DIRECTIONS FOR THIS TASK: Please keep to the lines below from the one with "thumb tip: (1092, 705)" through the one with "ring tip: (1199, 678)", and restate them word for word, ends included.

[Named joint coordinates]
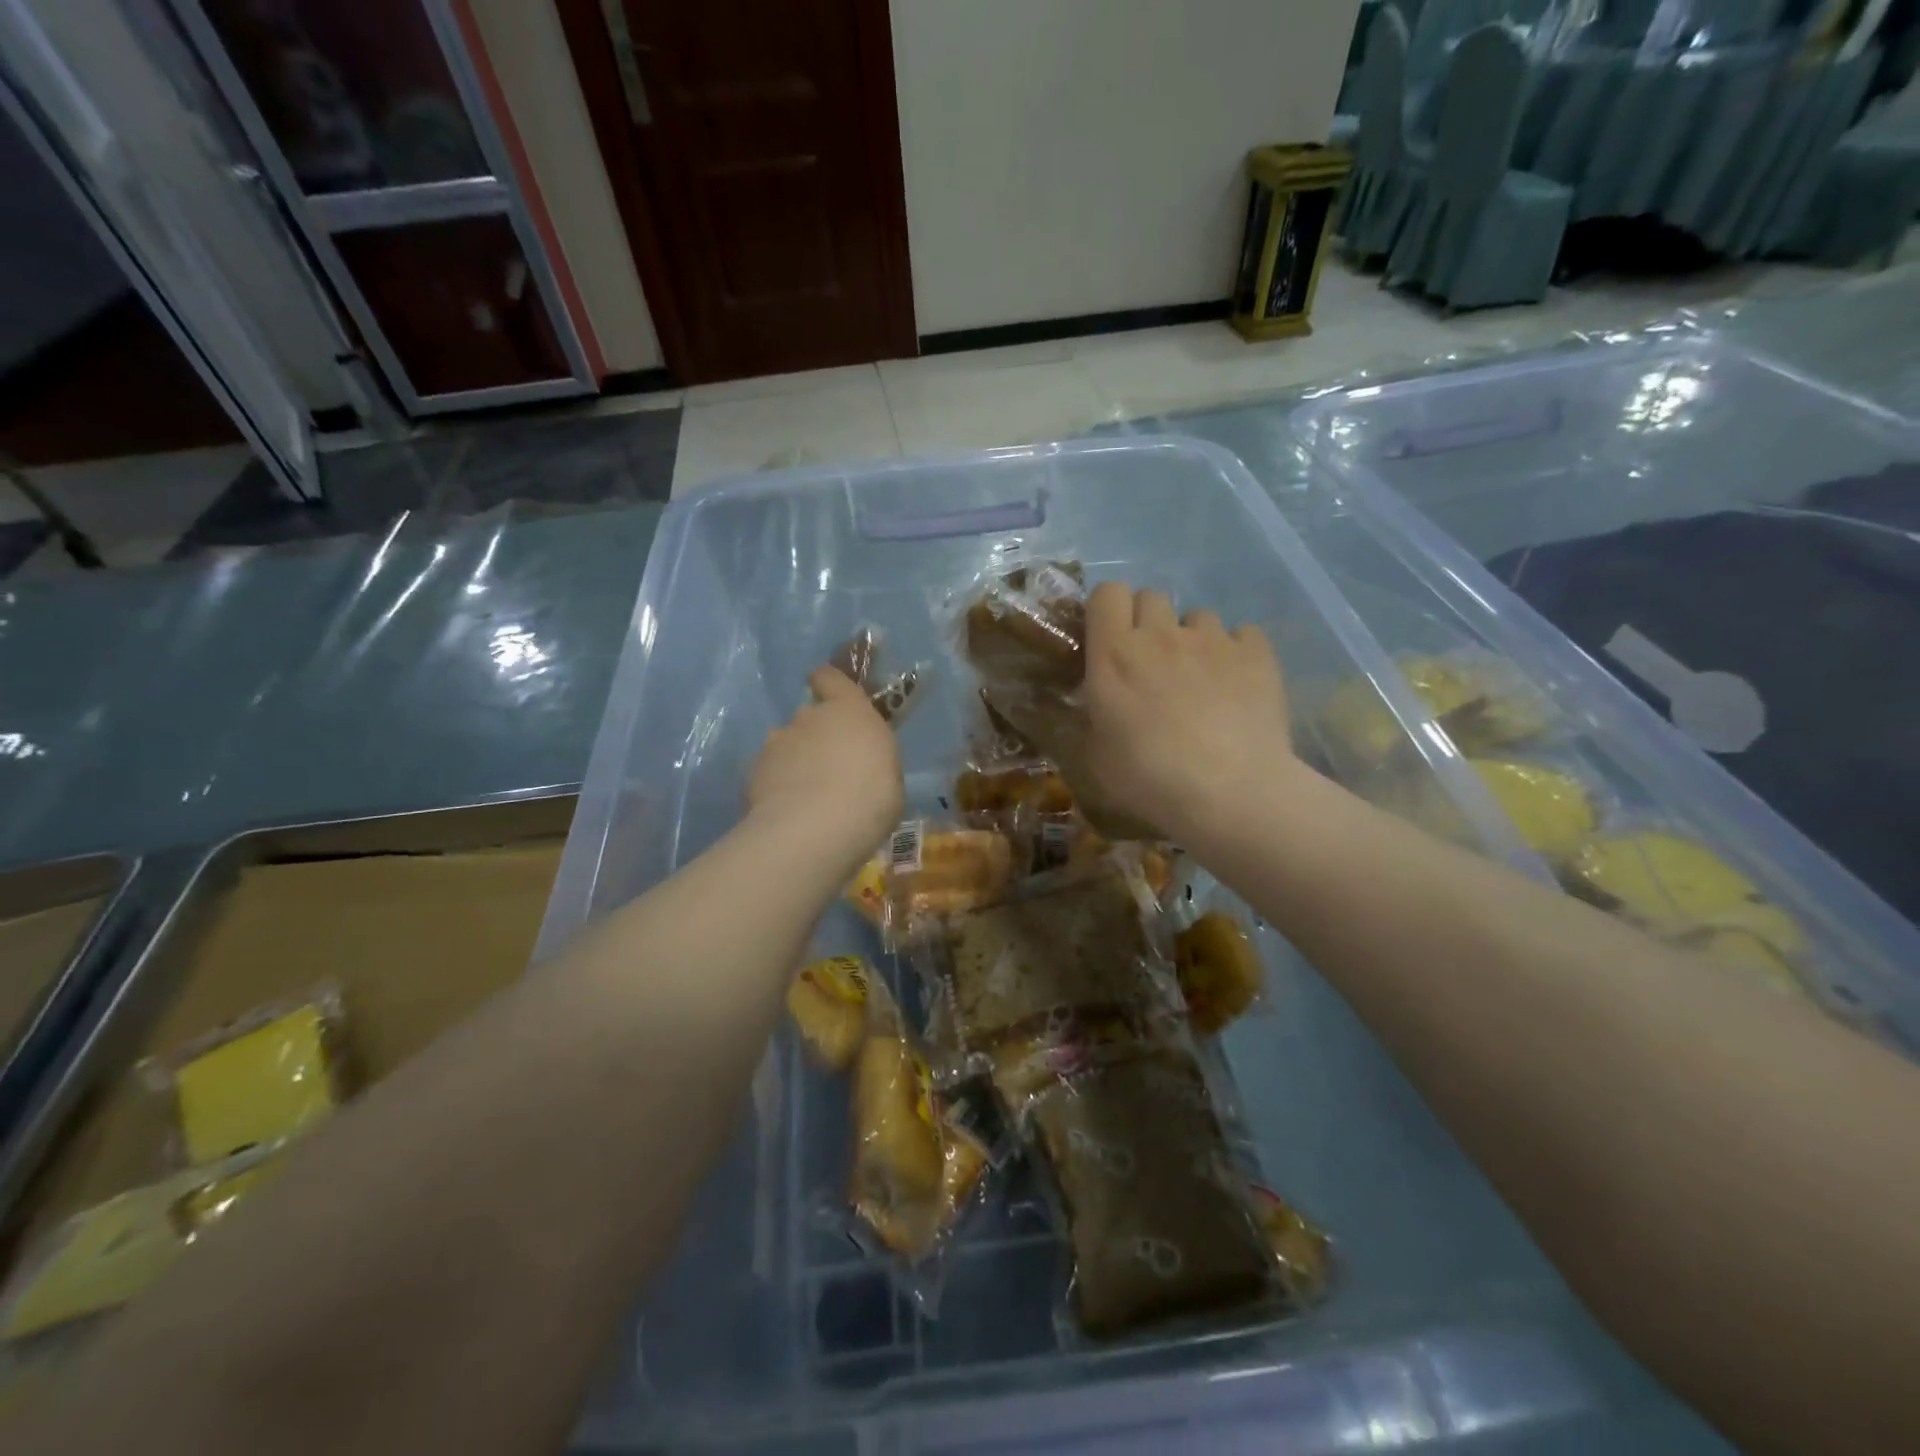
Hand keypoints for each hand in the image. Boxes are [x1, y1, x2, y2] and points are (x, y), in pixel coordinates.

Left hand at [748, 666, 903, 862]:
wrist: (816, 829)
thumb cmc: (871, 797)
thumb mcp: (890, 775)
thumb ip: (869, 759)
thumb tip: (858, 764)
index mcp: (848, 710)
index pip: (830, 677)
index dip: (828, 684)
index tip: (830, 695)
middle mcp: (808, 717)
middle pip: (808, 717)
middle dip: (816, 736)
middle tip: (830, 768)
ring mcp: (776, 743)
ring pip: (785, 746)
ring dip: (794, 762)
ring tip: (806, 796)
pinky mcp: (752, 772)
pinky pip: (768, 773)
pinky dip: (776, 787)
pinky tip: (788, 813)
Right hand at [1080, 584, 1299, 843]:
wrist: (1229, 793)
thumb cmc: (1148, 778)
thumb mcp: (1094, 757)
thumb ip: (1089, 718)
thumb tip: (1092, 705)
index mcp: (1114, 653)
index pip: (1106, 592)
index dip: (1106, 610)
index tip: (1108, 638)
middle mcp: (1161, 634)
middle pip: (1151, 596)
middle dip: (1147, 621)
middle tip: (1150, 662)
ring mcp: (1213, 640)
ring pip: (1198, 616)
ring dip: (1192, 638)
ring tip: (1199, 678)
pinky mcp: (1257, 654)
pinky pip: (1243, 634)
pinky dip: (1237, 652)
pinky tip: (1237, 683)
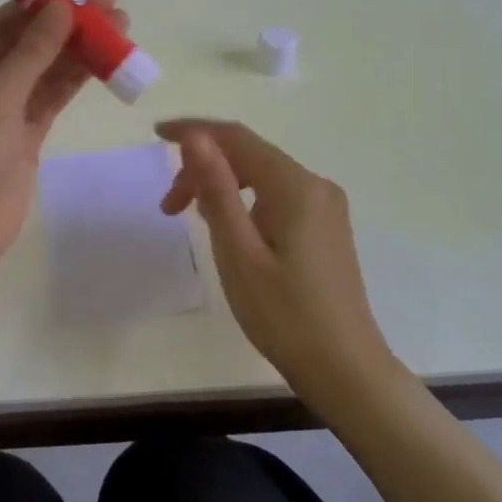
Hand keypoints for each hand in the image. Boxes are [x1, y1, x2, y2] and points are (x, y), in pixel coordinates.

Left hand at [0, 0, 128, 269]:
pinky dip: (76, 80)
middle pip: (29, 42)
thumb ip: (32, 51)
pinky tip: (106, 62)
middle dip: (68, 22)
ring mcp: (3, 109)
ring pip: (46, 69)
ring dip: (79, 49)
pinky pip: (52, 98)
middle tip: (112, 1)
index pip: (4, 21)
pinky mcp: (24, 135)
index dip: (42, 0)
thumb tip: (61, 6)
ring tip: (121, 26)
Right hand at [157, 119, 395, 408]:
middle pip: (248, 155)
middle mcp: (315, 185)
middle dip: (202, 168)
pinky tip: (228, 228)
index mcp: (295, 186)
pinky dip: (243, 200)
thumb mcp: (238, 251)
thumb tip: (195, 137)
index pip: (236, 138)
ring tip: (190, 218)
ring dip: (221, 185)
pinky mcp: (325, 227)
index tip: (156, 134)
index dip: (194, 131)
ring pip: (260, 175)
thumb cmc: (284, 315)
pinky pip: (275, 195)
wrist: (346, 370)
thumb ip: (216, 189)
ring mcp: (325, 206)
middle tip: (168, 207)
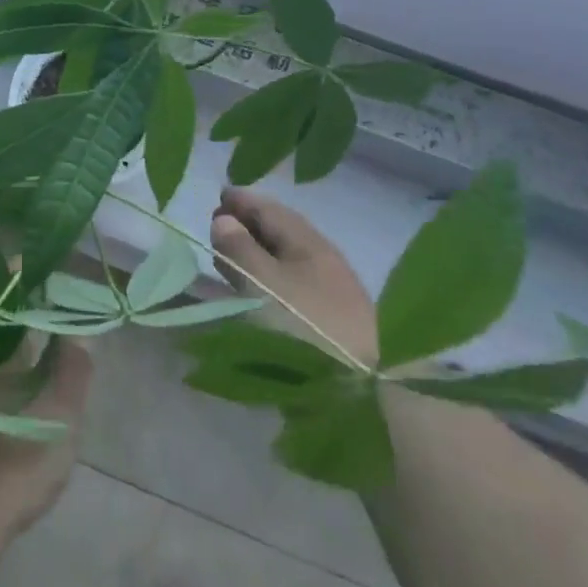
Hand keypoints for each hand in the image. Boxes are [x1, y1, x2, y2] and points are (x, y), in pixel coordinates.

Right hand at [211, 187, 377, 366]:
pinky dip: (268, 280)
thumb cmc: (305, 326)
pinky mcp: (334, 323)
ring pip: (287, 261)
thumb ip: (239, 250)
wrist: (368, 391)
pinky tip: (257, 293)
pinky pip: (292, 286)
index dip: (244, 200)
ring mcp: (332, 293)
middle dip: (249, 225)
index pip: (271, 209)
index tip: (219, 195)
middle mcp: (323, 261)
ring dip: (257, 254)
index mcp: (308, 243)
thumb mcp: (262, 284)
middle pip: (282, 232)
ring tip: (231, 257)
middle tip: (218, 224)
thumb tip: (224, 219)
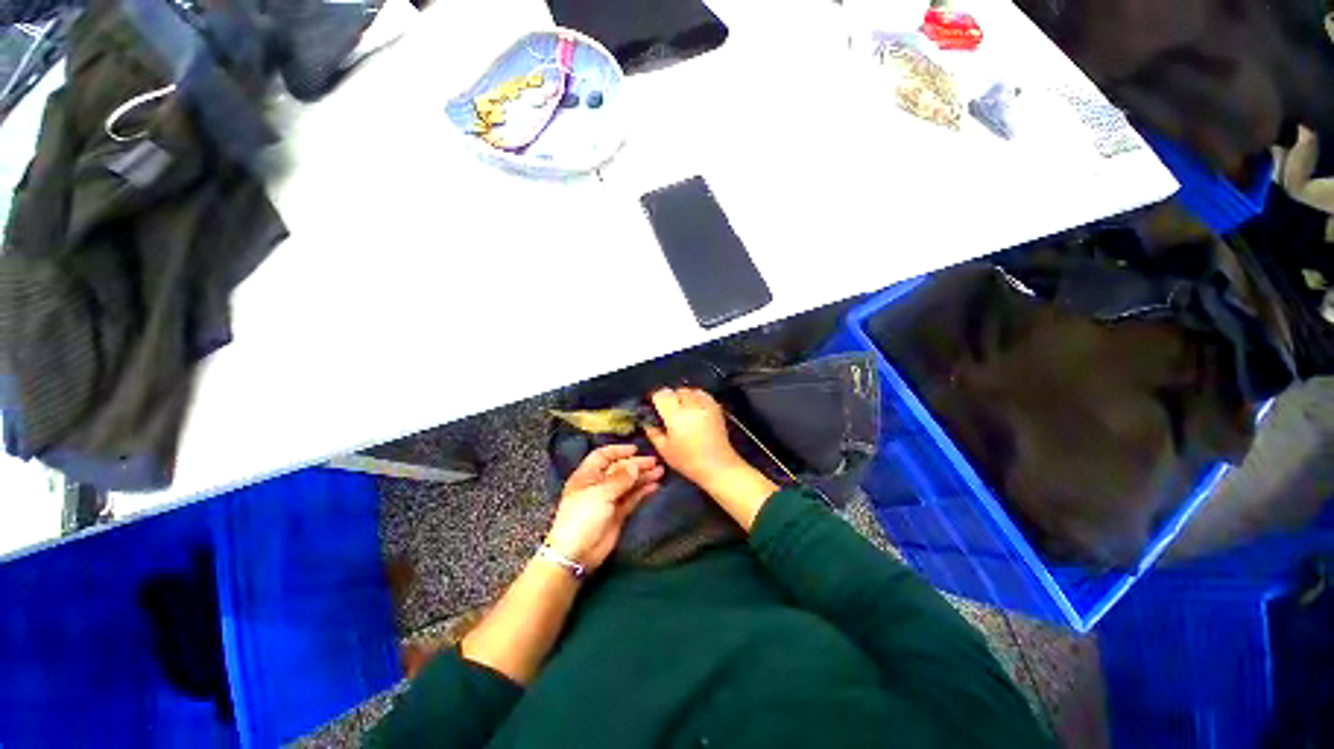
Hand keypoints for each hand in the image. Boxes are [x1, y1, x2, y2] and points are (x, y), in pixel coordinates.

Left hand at [545, 445, 662, 570]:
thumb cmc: (583, 517)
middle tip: (655, 461)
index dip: (619, 450)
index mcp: (587, 475)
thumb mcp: (600, 493)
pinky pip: (632, 498)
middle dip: (636, 464)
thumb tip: (635, 464)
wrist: (576, 554)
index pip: (603, 455)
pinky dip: (643, 491)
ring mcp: (609, 499)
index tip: (636, 449)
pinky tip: (655, 486)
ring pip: (628, 483)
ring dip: (643, 476)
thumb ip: (620, 478)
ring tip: (660, 472)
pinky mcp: (617, 513)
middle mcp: (598, 484)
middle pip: (619, 469)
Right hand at [644, 388, 744, 489]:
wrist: (717, 465)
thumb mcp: (665, 450)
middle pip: (676, 391)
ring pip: (690, 390)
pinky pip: (703, 395)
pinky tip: (695, 409)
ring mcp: (705, 405)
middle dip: (671, 398)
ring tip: (683, 409)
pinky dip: (697, 398)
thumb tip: (648, 424)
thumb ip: (653, 434)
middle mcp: (691, 406)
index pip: (662, 395)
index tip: (654, 405)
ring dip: (684, 396)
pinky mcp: (716, 408)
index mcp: (675, 416)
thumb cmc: (689, 461)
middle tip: (668, 411)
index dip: (656, 398)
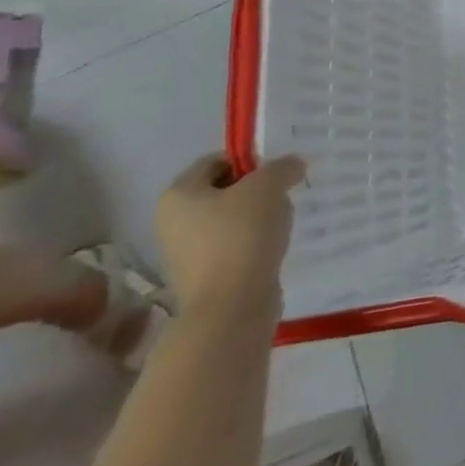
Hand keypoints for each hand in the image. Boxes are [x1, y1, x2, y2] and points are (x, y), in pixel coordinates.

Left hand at [155, 154, 304, 321]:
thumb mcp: (268, 186)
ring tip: (281, 221)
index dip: (248, 160)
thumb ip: (282, 167)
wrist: (231, 305)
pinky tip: (274, 244)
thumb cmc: (242, 235)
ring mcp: (185, 252)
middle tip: (284, 192)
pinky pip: (233, 245)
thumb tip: (292, 166)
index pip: (215, 161)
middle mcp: (173, 221)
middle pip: (222, 190)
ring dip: (257, 216)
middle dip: (256, 189)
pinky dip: (254, 241)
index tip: (277, 170)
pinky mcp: (204, 275)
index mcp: (178, 195)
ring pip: (229, 219)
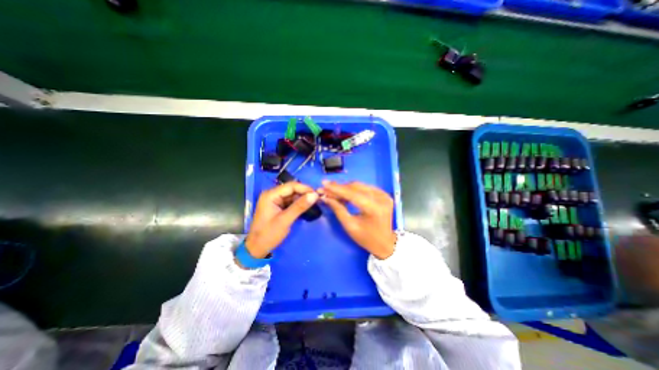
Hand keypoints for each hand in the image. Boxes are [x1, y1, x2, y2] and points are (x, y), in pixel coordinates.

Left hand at [246, 183, 319, 257]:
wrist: (257, 248)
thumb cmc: (268, 234)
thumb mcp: (285, 220)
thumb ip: (299, 207)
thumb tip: (314, 195)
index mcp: (270, 195)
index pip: (291, 186)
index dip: (305, 188)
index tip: (317, 194)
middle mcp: (272, 194)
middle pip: (292, 189)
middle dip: (305, 193)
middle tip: (317, 199)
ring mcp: (275, 200)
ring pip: (292, 195)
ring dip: (303, 198)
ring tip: (315, 202)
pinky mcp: (278, 206)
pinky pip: (291, 201)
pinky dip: (299, 203)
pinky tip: (307, 206)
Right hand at [319, 181, 395, 258]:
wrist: (385, 243)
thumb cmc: (366, 238)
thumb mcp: (350, 226)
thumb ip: (338, 209)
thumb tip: (325, 197)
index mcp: (374, 208)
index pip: (353, 194)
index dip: (337, 189)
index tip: (323, 184)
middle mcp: (381, 198)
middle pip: (356, 187)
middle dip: (339, 188)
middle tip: (325, 189)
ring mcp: (384, 195)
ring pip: (359, 186)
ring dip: (345, 188)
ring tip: (332, 192)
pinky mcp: (383, 194)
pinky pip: (364, 188)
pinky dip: (353, 190)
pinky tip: (344, 193)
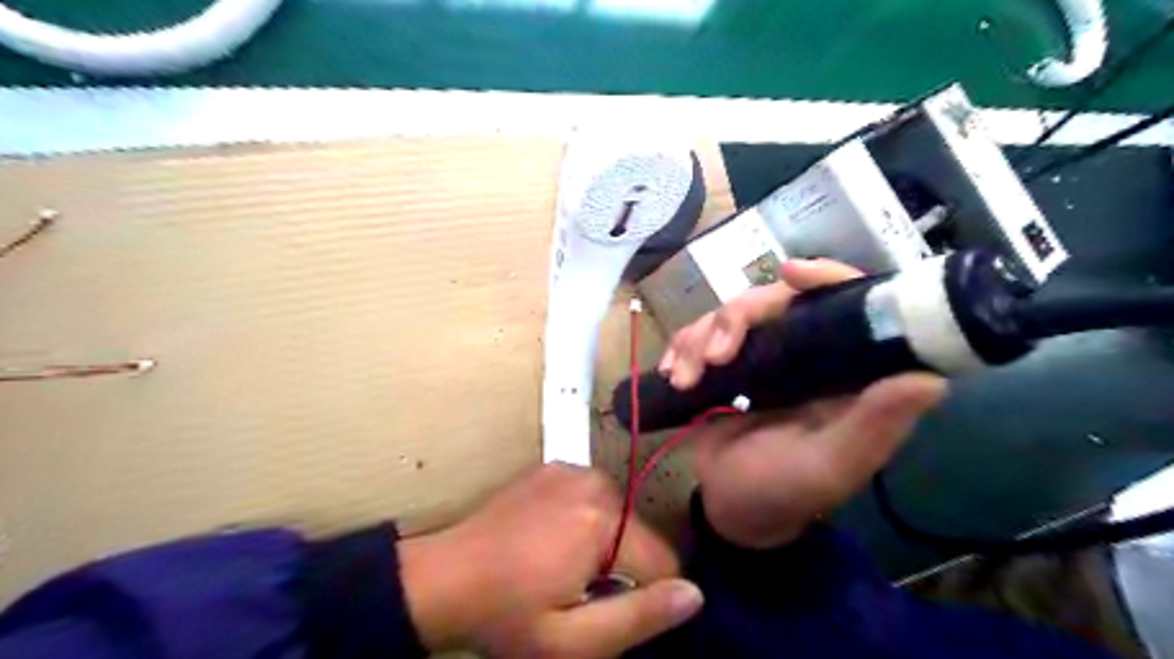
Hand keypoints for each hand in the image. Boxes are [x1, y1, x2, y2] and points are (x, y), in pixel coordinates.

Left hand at [399, 465, 699, 656]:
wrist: (443, 577)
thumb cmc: (506, 614)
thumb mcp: (572, 640)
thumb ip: (639, 617)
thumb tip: (694, 593)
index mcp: (603, 521)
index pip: (665, 561)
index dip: (646, 595)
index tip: (609, 608)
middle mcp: (595, 483)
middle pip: (640, 535)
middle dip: (622, 567)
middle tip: (577, 591)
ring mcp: (573, 468)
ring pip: (619, 516)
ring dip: (603, 543)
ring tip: (559, 565)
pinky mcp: (556, 466)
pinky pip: (593, 498)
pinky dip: (584, 519)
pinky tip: (548, 538)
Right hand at [657, 260, 947, 548]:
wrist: (731, 508)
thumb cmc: (785, 493)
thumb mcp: (830, 466)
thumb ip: (873, 426)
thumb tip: (931, 378)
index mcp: (845, 370)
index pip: (846, 303)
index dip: (824, 277)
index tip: (788, 273)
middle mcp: (807, 354)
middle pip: (773, 300)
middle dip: (736, 319)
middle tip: (713, 357)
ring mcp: (762, 356)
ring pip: (731, 314)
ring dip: (700, 339)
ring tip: (685, 380)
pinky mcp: (726, 365)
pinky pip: (701, 335)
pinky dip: (682, 348)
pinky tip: (672, 373)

TASK SOLUTION:
thumb tip: (1092, 705)
index mcp: (1114, 653)
index pip: (1106, 592)
index dip: (1106, 610)
index tip: (1108, 638)
middle mcp: (1161, 634)
middle pip: (1151, 596)
middle dip: (1147, 621)
middle tip: (1150, 662)
ring mcp: (1213, 640)
ring pip: (1198, 616)
ring dip: (1192, 638)
ring tip: (1199, 678)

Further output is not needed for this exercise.